»»

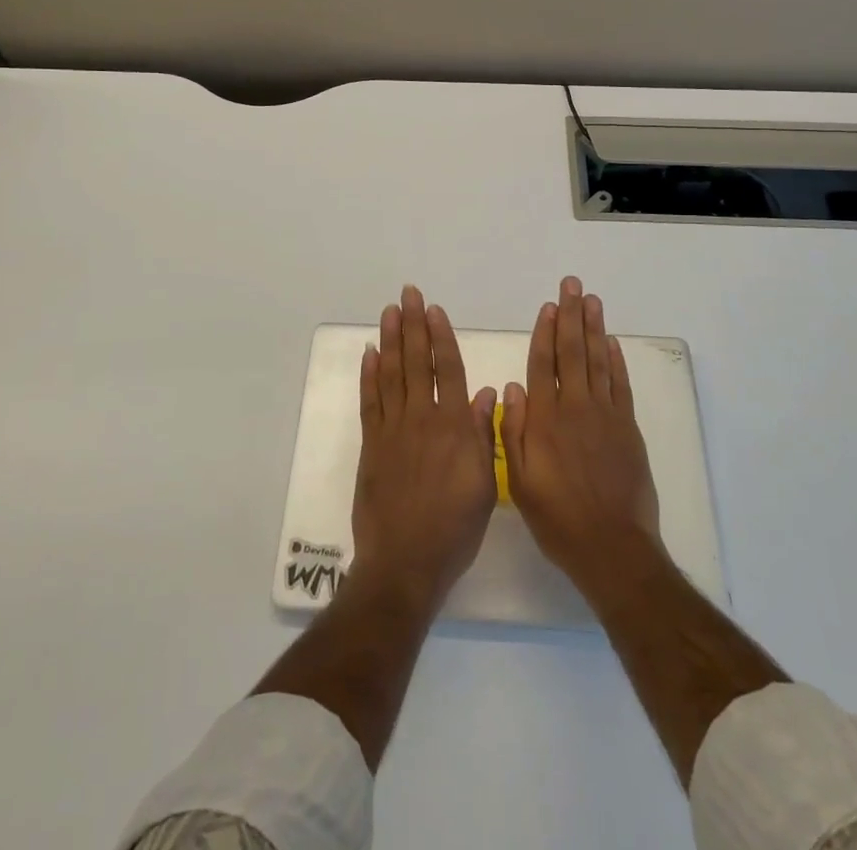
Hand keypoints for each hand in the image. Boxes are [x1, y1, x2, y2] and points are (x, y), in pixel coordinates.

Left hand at [350, 286, 498, 610]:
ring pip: (392, 374)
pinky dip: (369, 375)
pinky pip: (370, 401)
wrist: (405, 562)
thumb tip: (487, 392)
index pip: (450, 370)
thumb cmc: (454, 529)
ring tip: (389, 311)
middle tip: (407, 294)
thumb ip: (485, 435)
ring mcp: (394, 430)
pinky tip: (370, 354)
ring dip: (391, 340)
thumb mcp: (486, 486)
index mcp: (455, 427)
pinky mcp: (372, 444)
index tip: (434, 310)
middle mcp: (423, 419)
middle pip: (418, 362)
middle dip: (413, 325)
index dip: (442, 337)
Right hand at [500, 276, 661, 605]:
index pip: (543, 365)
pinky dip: (617, 361)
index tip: (548, 306)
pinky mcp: (628, 429)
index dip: (545, 333)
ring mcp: (606, 416)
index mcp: (546, 420)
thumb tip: (512, 389)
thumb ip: (514, 433)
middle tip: (572, 285)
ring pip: (599, 361)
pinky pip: (621, 386)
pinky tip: (612, 342)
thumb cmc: (558, 519)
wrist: (613, 548)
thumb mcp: (520, 483)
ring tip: (592, 300)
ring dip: (595, 328)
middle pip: (573, 352)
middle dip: (571, 316)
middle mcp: (576, 409)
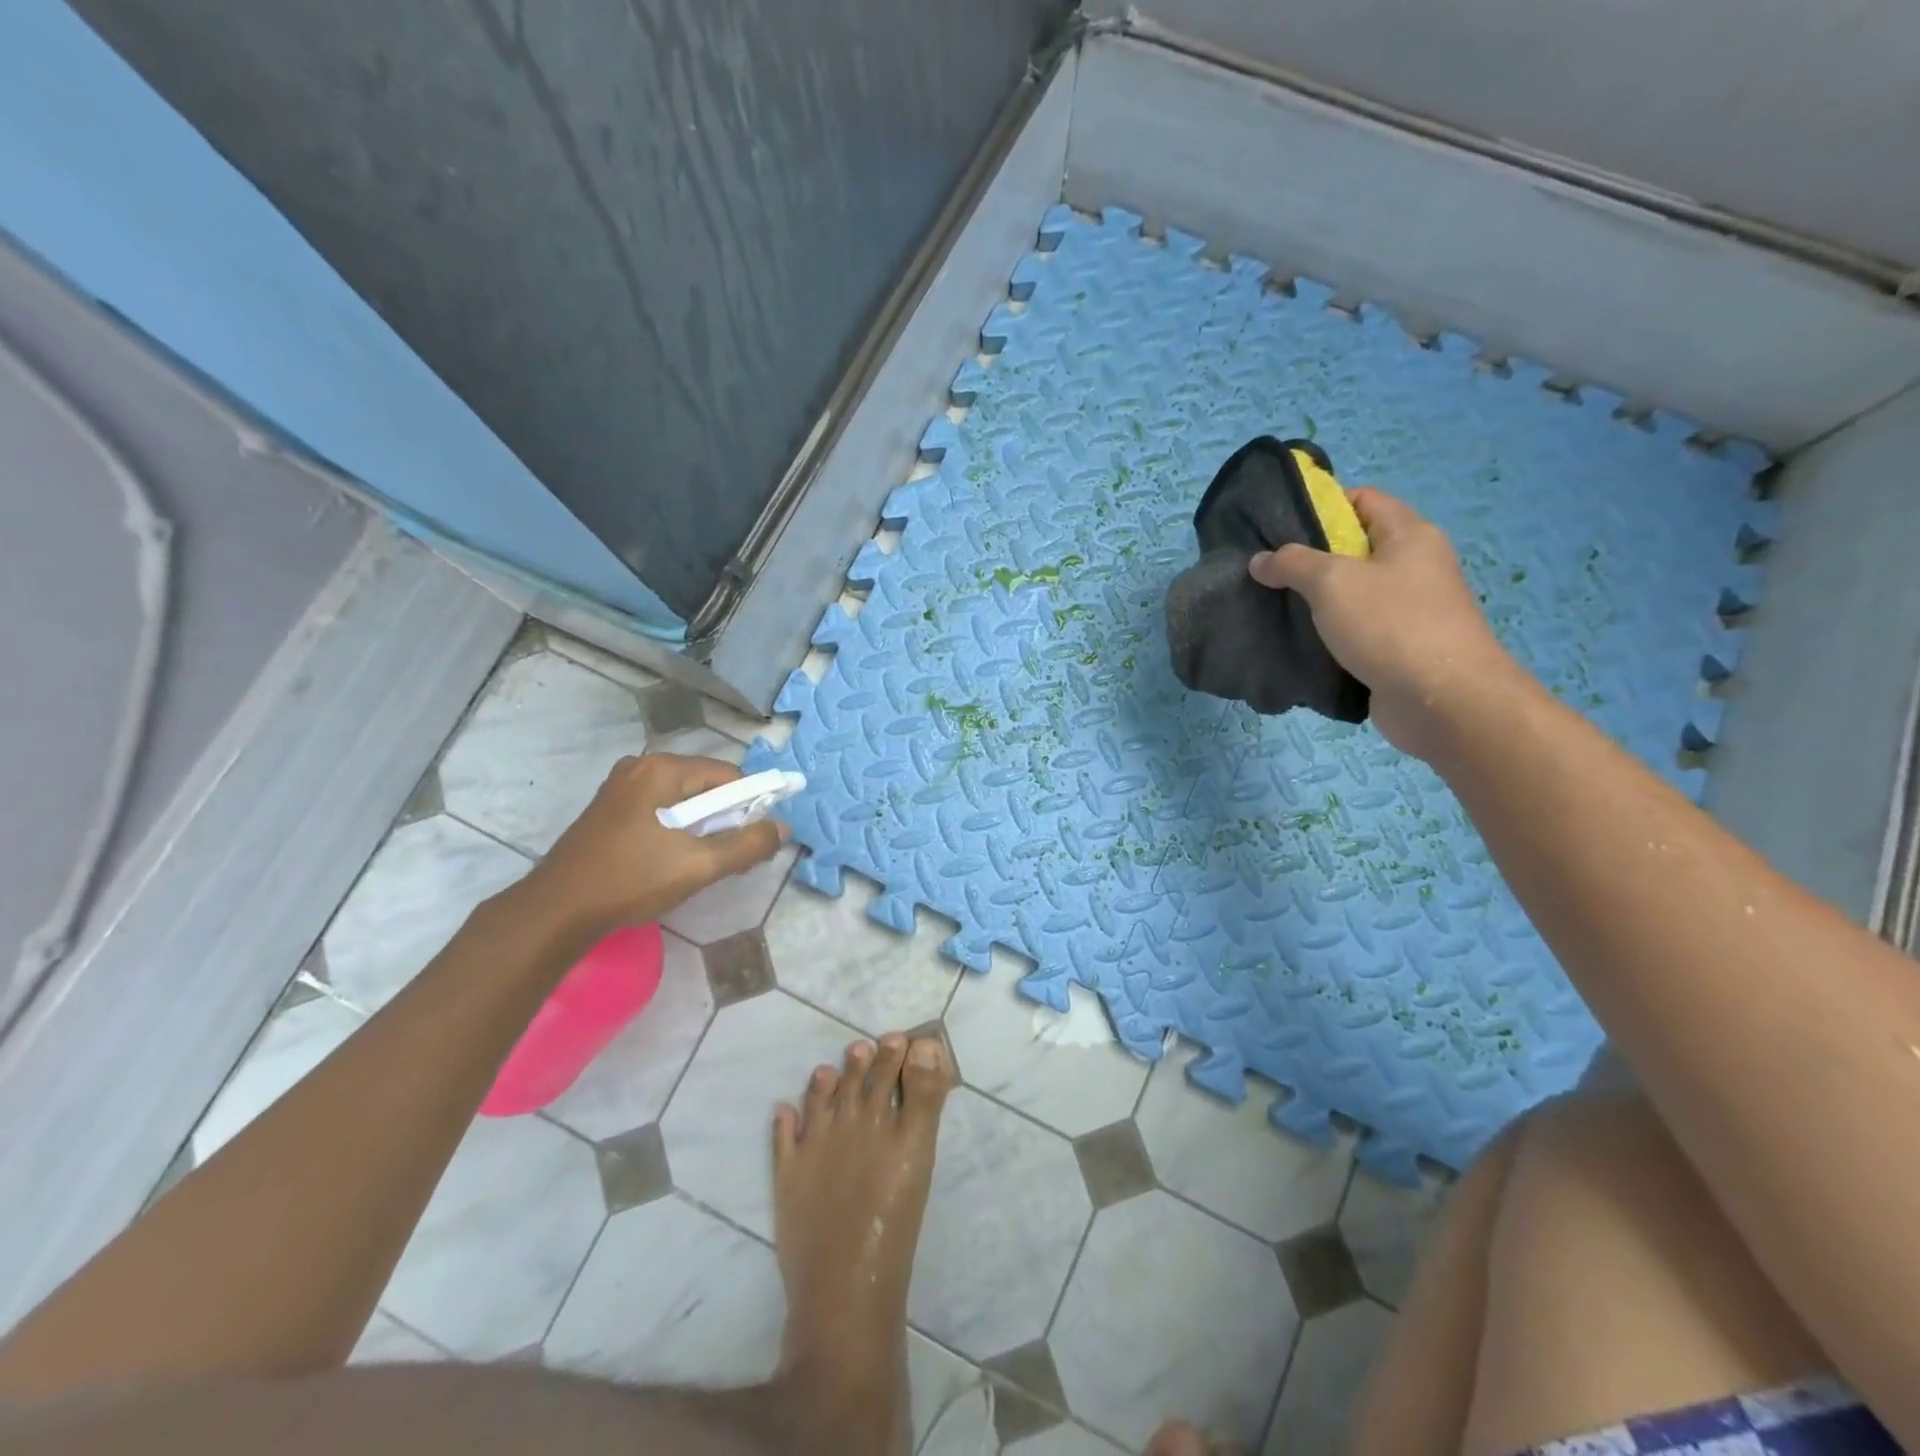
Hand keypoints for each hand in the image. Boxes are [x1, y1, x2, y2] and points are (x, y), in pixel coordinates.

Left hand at [516, 753, 787, 942]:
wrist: (556, 912)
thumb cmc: (630, 880)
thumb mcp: (699, 865)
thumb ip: (748, 844)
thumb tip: (782, 827)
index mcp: (663, 769)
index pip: (729, 776)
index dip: (749, 806)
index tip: (752, 842)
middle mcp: (641, 766)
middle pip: (706, 786)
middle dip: (725, 820)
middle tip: (728, 860)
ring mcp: (621, 787)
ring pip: (683, 801)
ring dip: (702, 829)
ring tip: (701, 865)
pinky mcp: (610, 810)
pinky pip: (661, 810)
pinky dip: (677, 831)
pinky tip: (673, 862)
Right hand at [1249, 487, 1515, 758]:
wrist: (1442, 700)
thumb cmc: (1391, 625)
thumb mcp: (1332, 582)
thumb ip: (1292, 564)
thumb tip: (1260, 560)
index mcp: (1409, 535)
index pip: (1362, 500)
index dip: (1321, 506)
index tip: (1278, 529)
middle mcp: (1413, 566)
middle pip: (1354, 548)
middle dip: (1308, 559)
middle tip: (1266, 573)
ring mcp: (1408, 610)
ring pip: (1351, 594)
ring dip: (1314, 602)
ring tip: (1272, 608)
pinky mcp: (1397, 648)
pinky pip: (1355, 630)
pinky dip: (1327, 635)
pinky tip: (1296, 644)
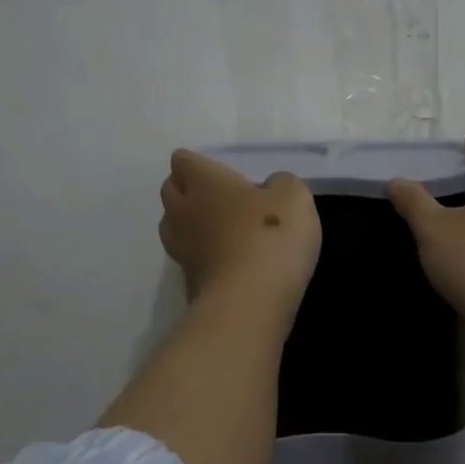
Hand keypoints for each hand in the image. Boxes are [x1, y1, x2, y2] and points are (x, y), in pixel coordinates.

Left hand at [159, 150, 321, 316]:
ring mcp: (180, 248)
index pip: (183, 160)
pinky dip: (202, 255)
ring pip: (173, 225)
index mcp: (203, 181)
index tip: (220, 172)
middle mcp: (182, 210)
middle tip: (218, 196)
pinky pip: (188, 258)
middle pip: (170, 190)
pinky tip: (226, 260)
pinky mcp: (186, 281)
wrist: (249, 303)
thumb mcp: (294, 198)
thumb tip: (270, 188)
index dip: (198, 163)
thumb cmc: (270, 236)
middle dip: (187, 189)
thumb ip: (281, 184)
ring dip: (189, 223)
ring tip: (218, 228)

««

TASK DESCRIPTION :: The response should hold only an exact retyping of the lines from the beginning of the data through the line containing "pinky tip: (370, 354)", both ends kept, pictures omitted.

TASK OUTPUT ::
Hand keypoints for each hand in the image. Boxes are [x1, y1, x2, y2] and points are (x, y), in pixel coordinates.

Left hand at [350, 286, 498, 610]:
ring pip: (392, 374)
pinky dip: (369, 375)
pinky pip: (370, 401)
wrist: (405, 562)
thumb tip: (487, 392)
index pip: (450, 370)
thumb cmc: (454, 529)
ring tip: (389, 311)
middle tip: (407, 294)
thumb ip: (485, 435)
ring mcp: (394, 430)
pinky tip: (370, 354)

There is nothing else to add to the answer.